3. It is true that Episcopalians have lost a lot of members since 1970, but having been associated with them since perhaps 1973, I blame this on their not keeping up with changing social conditions. Through the 1950s and early 1960s, one had to attend religious services in order to be considered "respectable," especially in the Midwest and South. This had been going on for generations, so unlike the fundies or Mormons, who are concerned with creating a total cradle to grave social environment for their people, the Episcopalians, Methodists, Presbyterians, and, to a lesser extent, the Lutherans, ignored their youth, assuming that they would follow their parents' example and stay with the church.

But starting in the mid 1960s, the old social order broke down, and baby boomers left the mainstream churches, which had made no efforts to keep them interested.

The present-day Episcopal church has realized this, and they now have a lot of exciting programs for children and youth.

By the way, Episcopalians have a phrase "cradle Episcopalian." This refers to someone who was born and brought up in the Episcopal Church, and it is used because in many parishes, converts are in the majority. This denomination attracts an especially high percentage of ex-fundamentalists who are tired of hellfire and brimstone, rigid puritanism, and bad music. So while they lost a lot of their own young people over the past thirty years, they attracted a lot of people from other denominations.

4. I've posted this question several times, and I'm still wondering, although I don't have the time or resources to research it. Given the way that fundamentalist churches spring up full-blown in new suburbs, involving a lot of expense, you have to wonder who is financing them. When mainstream Protestants start a new parish in a new suburban area, they start small, often renting storefronts or meeting in houses until they gather enough members to pay for a building. Why can the fundies start out with multimillion dollar facilities? Are some right-wing millionaires financing them? Investigative reporters:you have your work cut out for you.

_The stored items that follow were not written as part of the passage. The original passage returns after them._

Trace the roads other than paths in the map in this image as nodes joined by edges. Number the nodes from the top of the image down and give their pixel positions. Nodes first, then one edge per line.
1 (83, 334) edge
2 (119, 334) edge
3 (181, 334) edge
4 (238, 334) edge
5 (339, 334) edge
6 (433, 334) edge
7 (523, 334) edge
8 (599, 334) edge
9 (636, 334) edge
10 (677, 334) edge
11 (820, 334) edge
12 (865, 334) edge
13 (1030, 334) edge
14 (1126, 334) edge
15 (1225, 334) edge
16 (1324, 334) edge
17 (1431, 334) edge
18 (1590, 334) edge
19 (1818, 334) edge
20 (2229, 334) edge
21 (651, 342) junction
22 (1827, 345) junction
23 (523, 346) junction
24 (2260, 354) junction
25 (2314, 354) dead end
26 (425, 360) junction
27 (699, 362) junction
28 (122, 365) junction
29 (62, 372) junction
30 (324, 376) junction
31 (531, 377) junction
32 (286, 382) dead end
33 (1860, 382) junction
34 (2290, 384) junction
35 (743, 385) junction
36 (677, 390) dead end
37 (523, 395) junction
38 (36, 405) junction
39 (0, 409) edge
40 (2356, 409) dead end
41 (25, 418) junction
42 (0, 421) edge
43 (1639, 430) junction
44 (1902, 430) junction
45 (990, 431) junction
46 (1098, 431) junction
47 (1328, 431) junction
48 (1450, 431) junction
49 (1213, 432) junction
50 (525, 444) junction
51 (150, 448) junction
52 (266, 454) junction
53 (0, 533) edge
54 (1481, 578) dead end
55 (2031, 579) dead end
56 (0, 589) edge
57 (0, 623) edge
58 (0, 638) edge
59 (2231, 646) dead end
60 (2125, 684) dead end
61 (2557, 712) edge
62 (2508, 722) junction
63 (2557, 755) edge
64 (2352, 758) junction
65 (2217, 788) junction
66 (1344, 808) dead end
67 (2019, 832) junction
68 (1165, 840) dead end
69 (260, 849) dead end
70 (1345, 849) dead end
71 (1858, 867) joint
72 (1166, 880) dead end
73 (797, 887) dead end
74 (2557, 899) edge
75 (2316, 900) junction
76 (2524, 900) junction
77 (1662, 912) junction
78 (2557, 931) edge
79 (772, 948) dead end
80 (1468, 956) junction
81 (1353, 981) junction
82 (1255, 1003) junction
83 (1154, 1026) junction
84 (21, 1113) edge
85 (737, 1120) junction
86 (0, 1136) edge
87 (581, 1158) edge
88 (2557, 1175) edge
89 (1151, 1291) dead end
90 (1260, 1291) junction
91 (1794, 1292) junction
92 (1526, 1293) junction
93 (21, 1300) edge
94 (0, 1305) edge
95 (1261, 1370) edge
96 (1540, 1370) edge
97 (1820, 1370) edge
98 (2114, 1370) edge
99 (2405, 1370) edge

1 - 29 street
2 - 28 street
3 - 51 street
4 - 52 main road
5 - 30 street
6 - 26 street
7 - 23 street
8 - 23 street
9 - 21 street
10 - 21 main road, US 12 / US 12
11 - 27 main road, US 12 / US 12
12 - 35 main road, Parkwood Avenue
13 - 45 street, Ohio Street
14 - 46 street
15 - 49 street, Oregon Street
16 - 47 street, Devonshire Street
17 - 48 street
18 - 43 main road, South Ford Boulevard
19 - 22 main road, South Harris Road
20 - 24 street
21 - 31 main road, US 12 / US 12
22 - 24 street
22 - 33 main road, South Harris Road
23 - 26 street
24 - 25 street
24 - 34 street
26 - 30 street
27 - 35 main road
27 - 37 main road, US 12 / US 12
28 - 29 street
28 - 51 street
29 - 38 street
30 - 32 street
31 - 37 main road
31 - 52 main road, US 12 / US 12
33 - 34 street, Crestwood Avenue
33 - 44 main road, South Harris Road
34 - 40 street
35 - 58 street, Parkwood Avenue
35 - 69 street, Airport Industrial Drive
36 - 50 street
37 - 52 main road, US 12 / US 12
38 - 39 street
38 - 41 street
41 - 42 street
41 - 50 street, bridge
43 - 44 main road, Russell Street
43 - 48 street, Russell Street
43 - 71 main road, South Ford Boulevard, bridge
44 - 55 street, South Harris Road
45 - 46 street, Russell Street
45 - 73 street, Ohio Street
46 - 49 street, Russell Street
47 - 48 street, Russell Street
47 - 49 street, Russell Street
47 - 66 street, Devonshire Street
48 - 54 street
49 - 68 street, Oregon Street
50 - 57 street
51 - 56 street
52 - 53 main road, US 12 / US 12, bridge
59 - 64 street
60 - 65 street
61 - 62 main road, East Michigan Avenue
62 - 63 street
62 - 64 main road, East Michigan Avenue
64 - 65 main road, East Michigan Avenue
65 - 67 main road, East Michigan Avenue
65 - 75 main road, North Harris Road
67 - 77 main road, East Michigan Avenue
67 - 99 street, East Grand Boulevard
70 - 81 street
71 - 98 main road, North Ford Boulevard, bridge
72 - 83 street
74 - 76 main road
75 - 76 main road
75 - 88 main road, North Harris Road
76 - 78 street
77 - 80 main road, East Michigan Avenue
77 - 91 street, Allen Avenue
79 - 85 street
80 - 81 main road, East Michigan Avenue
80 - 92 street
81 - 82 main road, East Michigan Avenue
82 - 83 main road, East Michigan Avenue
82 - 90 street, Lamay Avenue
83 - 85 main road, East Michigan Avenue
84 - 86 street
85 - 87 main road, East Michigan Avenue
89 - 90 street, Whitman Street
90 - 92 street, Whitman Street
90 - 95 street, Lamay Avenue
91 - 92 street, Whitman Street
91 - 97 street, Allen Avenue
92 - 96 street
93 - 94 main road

5. These fundie churches, as I mentioned above, create a total social environment for their people: church services three days a week, day schools, Sunday schools, clubs for married and single adults, youth, and children; counseling services, gyms, and a whole system of media, including TV and radio stations, magazines, websites, and newspapers. By providing a total environment (in sprawling suburbs, where there are no natural community focal points), they can easily brainwash their people, making them actually afraid to meet up with opposing viewpoints. (My stepfather as a piano student from a fundie family. This kid--who attends a fundie school and plays on his church's basketball team against other fundie churches--was shocked when he found out that my stepfather subscribes to the New York Times. "The devil is working through that paper," he said.)

Some observers have traced increased Republicanism to the suburbanization of America. In the typical "edge city" suburb, there are no neighborhood hangouts, few locally owned businesses, people driving everywhere instead of walking or taking public transit, few people working in the same area where they live; i.e. no sense of community. It's no wonder that Dems are strongest in the cities.